## EXERCISE DIRECTIONS
Retype the whole of the data exactly.

## Dataset excerpts
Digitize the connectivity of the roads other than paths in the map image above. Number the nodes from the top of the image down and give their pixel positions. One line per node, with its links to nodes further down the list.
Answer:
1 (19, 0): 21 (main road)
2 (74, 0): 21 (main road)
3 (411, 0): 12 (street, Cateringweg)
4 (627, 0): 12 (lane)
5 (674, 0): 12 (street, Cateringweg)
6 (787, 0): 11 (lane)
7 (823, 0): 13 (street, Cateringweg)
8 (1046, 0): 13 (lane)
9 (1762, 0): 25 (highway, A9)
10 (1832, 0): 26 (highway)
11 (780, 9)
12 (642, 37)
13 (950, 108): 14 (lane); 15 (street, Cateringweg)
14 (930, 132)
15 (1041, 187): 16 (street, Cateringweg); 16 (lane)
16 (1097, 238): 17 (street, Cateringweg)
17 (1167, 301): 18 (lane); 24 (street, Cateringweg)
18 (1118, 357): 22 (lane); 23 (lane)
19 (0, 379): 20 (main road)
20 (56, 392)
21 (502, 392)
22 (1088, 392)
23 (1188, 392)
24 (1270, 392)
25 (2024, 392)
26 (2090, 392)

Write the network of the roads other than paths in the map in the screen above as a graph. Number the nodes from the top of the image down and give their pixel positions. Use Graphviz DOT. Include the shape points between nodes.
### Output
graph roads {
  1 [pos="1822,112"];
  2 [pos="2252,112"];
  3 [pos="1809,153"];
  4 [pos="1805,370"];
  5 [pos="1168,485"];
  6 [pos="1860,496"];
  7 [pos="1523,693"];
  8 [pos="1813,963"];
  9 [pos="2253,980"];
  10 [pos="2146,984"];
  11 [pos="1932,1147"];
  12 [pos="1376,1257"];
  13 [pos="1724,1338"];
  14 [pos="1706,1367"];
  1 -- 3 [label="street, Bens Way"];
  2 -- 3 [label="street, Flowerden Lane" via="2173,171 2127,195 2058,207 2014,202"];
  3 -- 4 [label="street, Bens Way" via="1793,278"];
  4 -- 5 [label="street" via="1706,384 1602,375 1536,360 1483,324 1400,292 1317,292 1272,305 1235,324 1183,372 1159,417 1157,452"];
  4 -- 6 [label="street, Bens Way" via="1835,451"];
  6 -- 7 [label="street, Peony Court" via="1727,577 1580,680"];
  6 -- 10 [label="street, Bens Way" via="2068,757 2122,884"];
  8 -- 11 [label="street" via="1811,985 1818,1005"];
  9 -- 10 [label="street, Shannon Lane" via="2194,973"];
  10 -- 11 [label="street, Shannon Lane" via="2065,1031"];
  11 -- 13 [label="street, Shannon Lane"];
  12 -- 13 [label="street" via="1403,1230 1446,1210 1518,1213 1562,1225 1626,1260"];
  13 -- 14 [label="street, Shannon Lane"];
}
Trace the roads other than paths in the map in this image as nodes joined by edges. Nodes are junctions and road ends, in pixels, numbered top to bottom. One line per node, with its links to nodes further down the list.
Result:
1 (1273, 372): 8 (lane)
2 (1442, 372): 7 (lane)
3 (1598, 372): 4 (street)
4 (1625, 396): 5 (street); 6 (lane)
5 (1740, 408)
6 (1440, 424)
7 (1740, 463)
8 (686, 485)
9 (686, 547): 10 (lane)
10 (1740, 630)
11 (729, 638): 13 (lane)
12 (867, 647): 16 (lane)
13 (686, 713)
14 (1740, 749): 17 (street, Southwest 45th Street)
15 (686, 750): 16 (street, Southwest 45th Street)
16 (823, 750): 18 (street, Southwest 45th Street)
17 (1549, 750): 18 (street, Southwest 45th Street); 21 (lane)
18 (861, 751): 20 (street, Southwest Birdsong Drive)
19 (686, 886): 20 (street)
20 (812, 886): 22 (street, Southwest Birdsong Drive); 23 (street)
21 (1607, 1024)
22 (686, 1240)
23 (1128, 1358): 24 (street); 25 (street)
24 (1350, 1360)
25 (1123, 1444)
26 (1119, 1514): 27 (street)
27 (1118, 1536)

## EXERCISE RESPONSE
Digitize the connectivity of the roads other than paths in the map image above. Number the nodes from the top of the image down and give their pixel positions. One line per node, with its links to nodes further down the list.
Answer:
1 (19, 0): 21 (main road)
2 (74, 0): 21 (main road)
3 (411, 0): 12 (street, Cateringweg)
4 (627, 0): 12 (lane)
5 (674, 0): 12 (street, Cateringweg)
6 (787, 0): 11 (lane)
7 (823, 0): 13 (street, Cateringweg)
8 (1046, 0): 13 (lane)
9 (1762, 0): 25 (highway, A9)
10 (1832, 0): 26 (highway)
11 (780, 9)
12 (642, 37)
13 (950, 108): 14 (lane); 15 (street, Cateringweg)
14 (930, 132)
15 (1041, 187): 16 (street, Cateringweg); 16 (lane)
16 (1097, 238): 17 (street, Cateringweg)
17 (1167, 301): 18 (lane); 24 (street, Cateringweg)
18 (1118, 357): 22 (lane); 23 (lane)
19 (0, 379): 20 (main road)
20 (56, 392)
21 (502, 392)
22 (1088, 392)
23 (1188, 392)
24 (1270, 392)
25 (2024, 392)
26 (2090, 392)

Write the network of the roads other than paths in the map in the screen above as a graph. Number the nodes from the top of the image down and give their pixel positions. Use Graphviz DOT. Include the shape points between nodes.
### Output
graph roads {
  1 [pos="1822,112"];
  2 [pos="2252,112"];
  3 [pos="1809,153"];
  4 [pos="1805,370"];
  5 [pos="1168,485"];
  6 [pos="1860,496"];
  7 [pos="1523,693"];
  8 [pos="1813,963"];
  9 [pos="2253,980"];
  10 [pos="2146,984"];
  11 [pos="1932,1147"];
  12 [pos="1376,1257"];
  13 [pos="1724,1338"];
  14 [pos="1706,1367"];
  1 -- 3 [label="street, Bens Way"];
  2 -- 3 [label="street, Flowerden Lane" via="2173,171 2127,195 2058,207 2014,202"];
  3 -- 4 [label="street, Bens Way" via="1793,278"];
  4 -- 5 [label="street" via="1706,384 1602,375 1536,360 1483,324 1400,292 1317,292 1272,305 1235,324 1183,372 1159,417 1157,452"];
  4 -- 6 [label="street, Bens Way" via="1835,451"];
  6 -- 7 [label="street, Peony Court" via="1727,577 1580,680"];
  6 -- 10 [label="street, Bens Way" via="2068,757 2122,884"];
  8 -- 11 [label="street" via="1811,985 1818,1005"];
  9 -- 10 [label="street, Shannon Lane" via="2194,973"];
  10 -- 11 [label="street, Shannon Lane" via="2065,1031"];
  11 -- 13 [label="street, Shannon Lane"];
  12 -- 13 [label="street" via="1403,1230 1446,1210 1518,1213 1562,1225 1626,1260"];
  13 -- 14 [label="street, Shannon Lane"];
}
Trace the roads other than paths in the map in this image as nodes joined by edges. Nodes are junctions and road ends, in pixels, numbered top to bottom. One line per node, with its links to nodes further down the list.
Result:
1 (1273, 372): 8 (lane)
2 (1442, 372): 7 (lane)
3 (1598, 372): 4 (street)
4 (1625, 396): 5 (street); 6 (lane)
5 (1740, 408)
6 (1440, 424)
7 (1740, 463)
8 (686, 485)
9 (686, 547): 10 (lane)
10 (1740, 630)
11 (729, 638): 13 (lane)
12 (867, 647): 16 (lane)
13 (686, 713)
14 (1740, 749): 17 (street, Southwest 45th Street)
15 (686, 750): 16 (street, Southwest 45th Street)
16 (823, 750): 18 (street, Southwest 45th Street)
17 (1549, 750): 18 (street, Southwest 45th Street); 21 (lane)
18 (861, 751): 20 (street, Southwest Birdsong Drive)
19 (686, 886): 20 (street)
20 (812, 886): 22 (street, Southwest Birdsong Drive); 23 (street)
21 (1607, 1024)
22 (686, 1240)
23 (1128, 1358): 24 (street); 25 (street)
24 (1350, 1360)
25 (1123, 1444)
26 (1119, 1514): 27 (street)
27 (1118, 1536)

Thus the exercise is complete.